Table of Contents
Table of Contents
- Mutual funds allow investors to invest in a diversified portfolio of stocks, bonds, and other securities that are professionally managed. This provides convenience and diversification.
- Mutual funds have expenses and fees that pay for the management and operation of the fund. These fees can reduce returns compared to just directly owning the securities.
- Actively managed mutual funds have a fund manager selecting investments, but the manager's decisions could underperform compared to a passive index fund.
- Mutual funds allow investors to dollar-cost average over time and reinvest dividends, enabling compound growth. However, taxes on capital gains distributions and dividends can make them less tax-efficient.
- While mutual funds provide diversification, they still carry market risk based on the underlying securities. Investors can lose principal value during market downturns.
If you've heard of mutual funds but aren't exactly sure what they are or how they work, rest assured that you're not alone. These investment options can help diversify portfolios, but they come with their own set of advantages and potential drawbacks.
Gaining a basic understanding of mutual funds can help you identify whether they may help serve your financial goals. Here's an introduction to some of what you need to know about these investments as well as an overview of the common pros and cons of mutual funds.
What Are Mutual Funds?
Mutual funds are pooled investments that may invest in dozens or hundreds of securities, such as stocks or bonds, that are packaged together into one security. Mutual funds may be actively managed, where a fund manager or management team selects the securities in the fund portfolio. Alternatively, they may be passively managed, which means they merely track the performance of a benchmark index, such as the S&P 500.
Many different types of mutual funds exist. They are typically categorized by their individual objectives (such as growth or income), by market capitalization (such as large-cap, mid-cap or small-cap stocks) or by sector (such as technology and health). Mutual funds may also invest in bonds, which are typically categorized by maturity (such as short-term, intermediate-term and long-term) and by the issuer (such as a corporation, municipality or government).
You can buy into mutual funds similar to the way you can buy shares of a singular stock. The main difference is that mutual funds comprise many different stocks and bonds.
What Are the Pros & Cons of Mutual Funds?

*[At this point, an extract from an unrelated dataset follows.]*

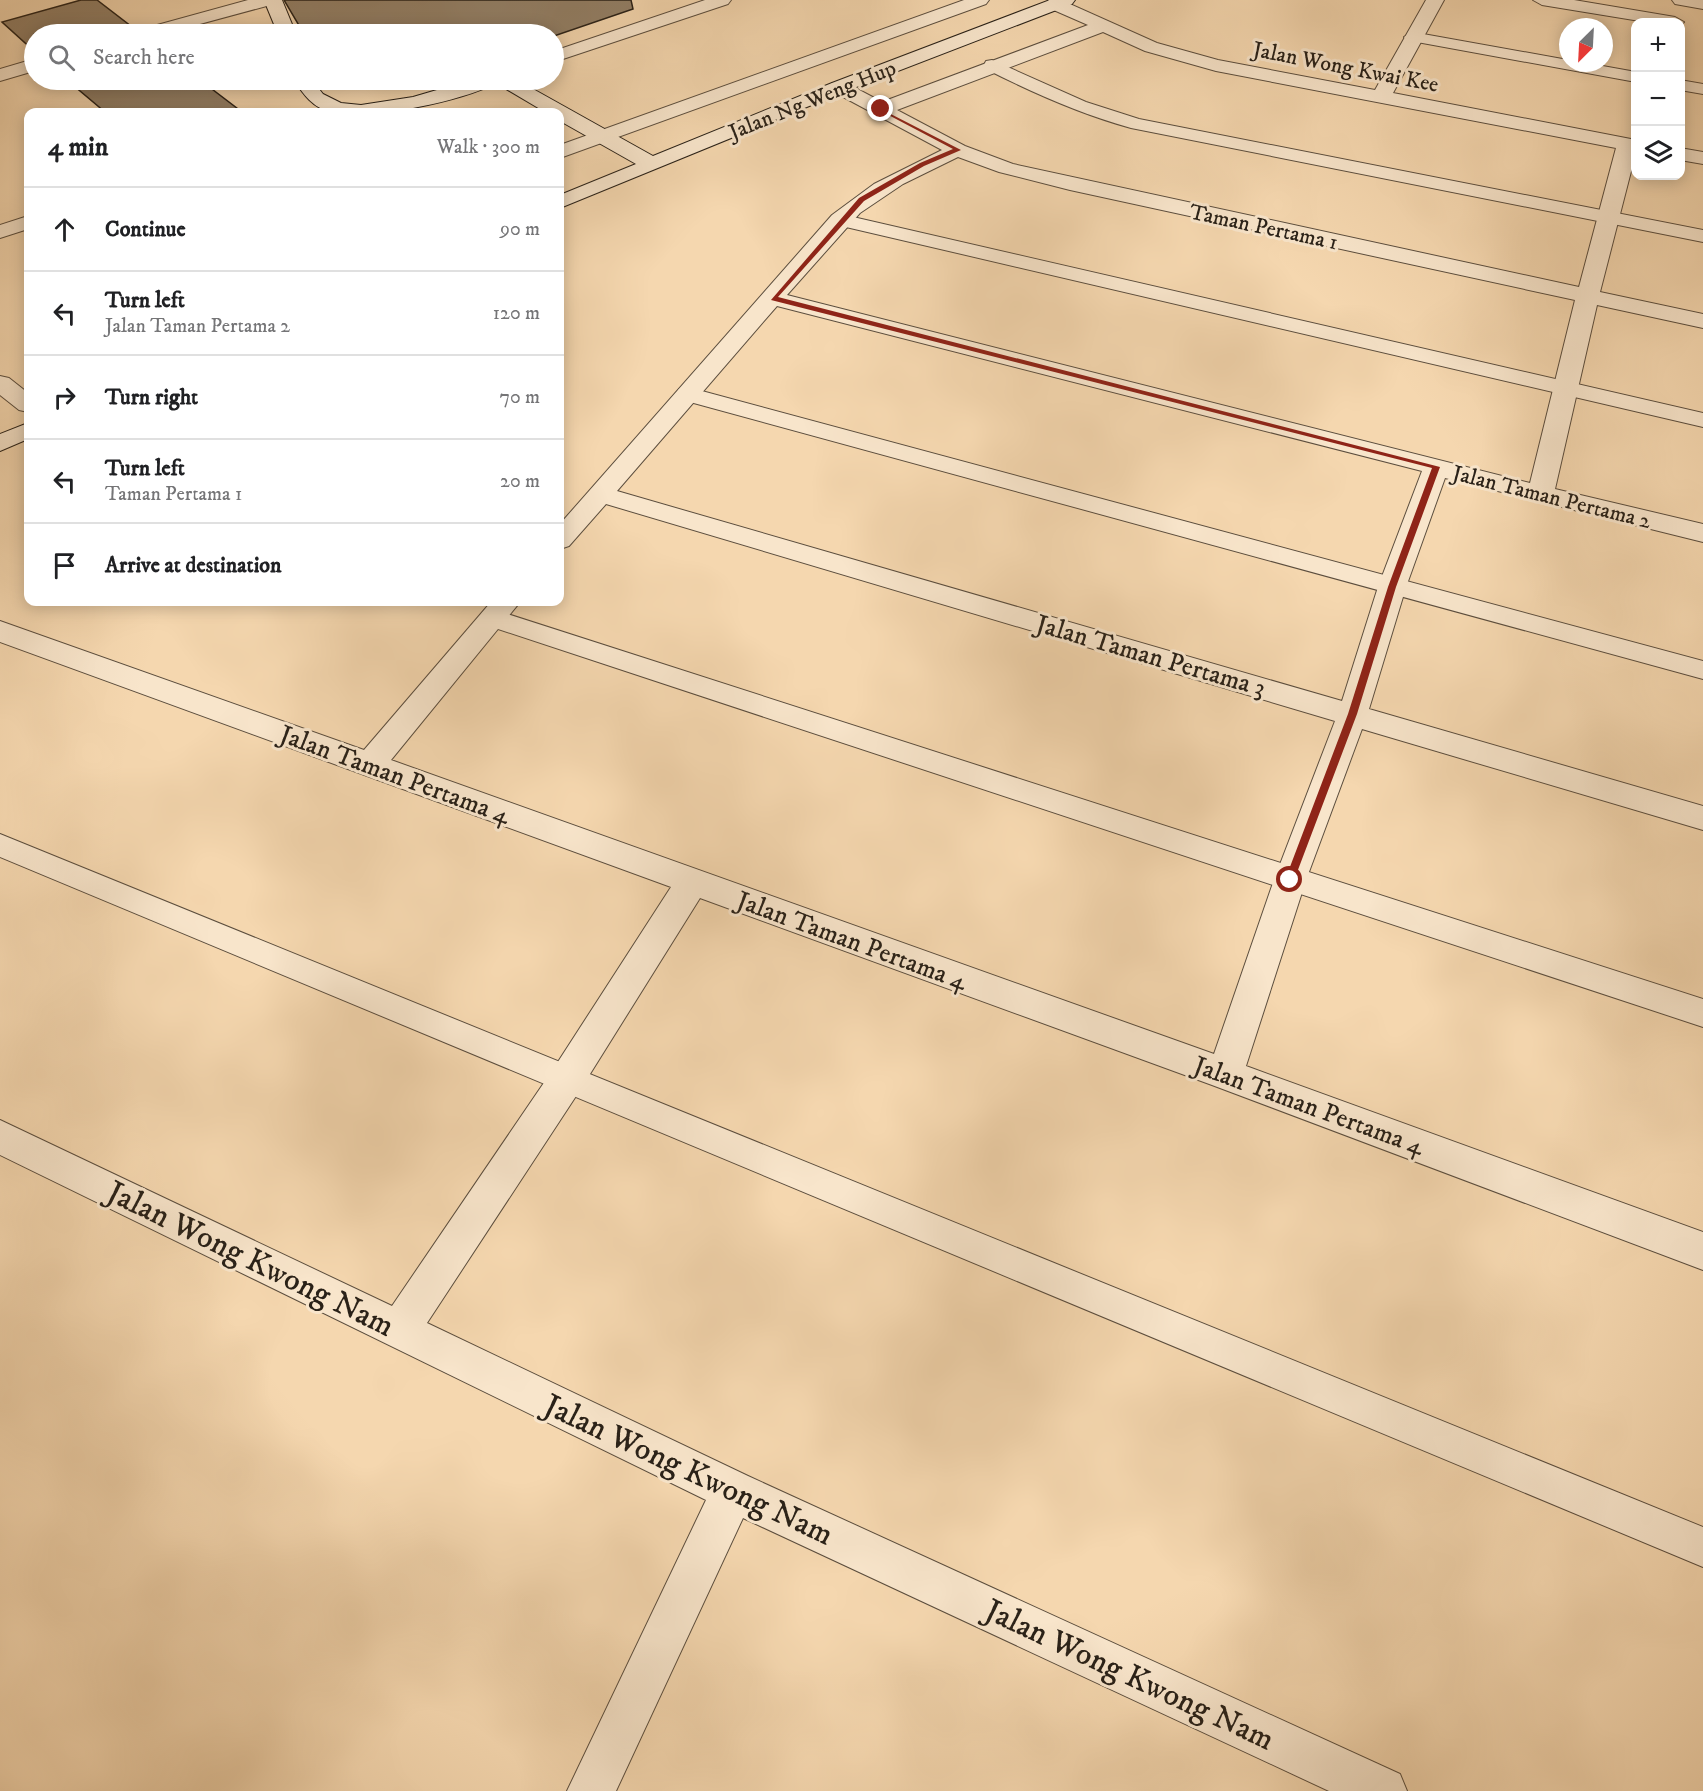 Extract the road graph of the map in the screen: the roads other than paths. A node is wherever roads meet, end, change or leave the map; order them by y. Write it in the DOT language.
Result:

There are several mutual fund advantages and potential drawbacks that investors should be aware of before deciding to invest. While mutual funds offer benefits such as convenience, diversification, professional management and compound interest, they also can have high fees, market risk, manager risk and tax inefficiency. Before you get involved, weigh these points against your personal financial goals:
- Convenience. Investors can conveniently select a mutual fund that may include dozens or hundreds of investments within one packaged security.
- Diversification. Mutual funds typically invest in a wide range of stocks or bonds, which provides instant diversification. This can help reduce market risk in a portfolio. Of course, diversification cannot guarantee profit or protection against loss in a declining market.1
- Professional management. Rather than taking the time and resources to research and analyze stocks or bonds, investors can buy into a mutual fund and allow a professional to select and manage the investments in the portfolio.
- Compound interest. Investors can choose to have dividends and interest reinvested, which will then go to buy more shares of the mutual fund, enabling faster growth by earning interest on top of interest.
- High fees. Mutual funds have expenses, typically ranging between 0.50% to 1%, which pay for management and other costs to operate the fund. Some mutual funds have sales charges, or "loads," that investors pay when either buying or selling a mutual fund.
- Market risk. Just as with stocks and bonds, mutual funds generally have market risk, meaning that prices can fluctuate up and down. They also have principal risk, which means you can lose the original amount invested. Remember that investments cannot guarantee growth or sustainment of principal value; they may lose value over time. Past performance is not an indication of future results.
- Manager risk. In the case of actively managed funds, a portfolio manager can be susceptible to bad judgment, such as emotion-led decisions or poor timing in the buying or selling of securities.
- Tax inefficiency. Mutual funds pass along capital gain distributions to investors, which arise from the selling of securities at a profit, even if the investor did not sell any shares. Investors also pay taxes on dividends and interest earned in the fund.
The Bottom Line
There are several mutual fund advantages to consider, including convenience, diversification and professional management. However, they might not be an ideal choice for every investor. Knowing the pros and cons of mutual funds before deciding to buy shares will help you decide if it's right for you. As with all important financial decisions, consider getting help from a financial professional to discuss whether mutual funds will fit your goals.
- Diversification does not ensure a profit or protect against a loss in declining markets.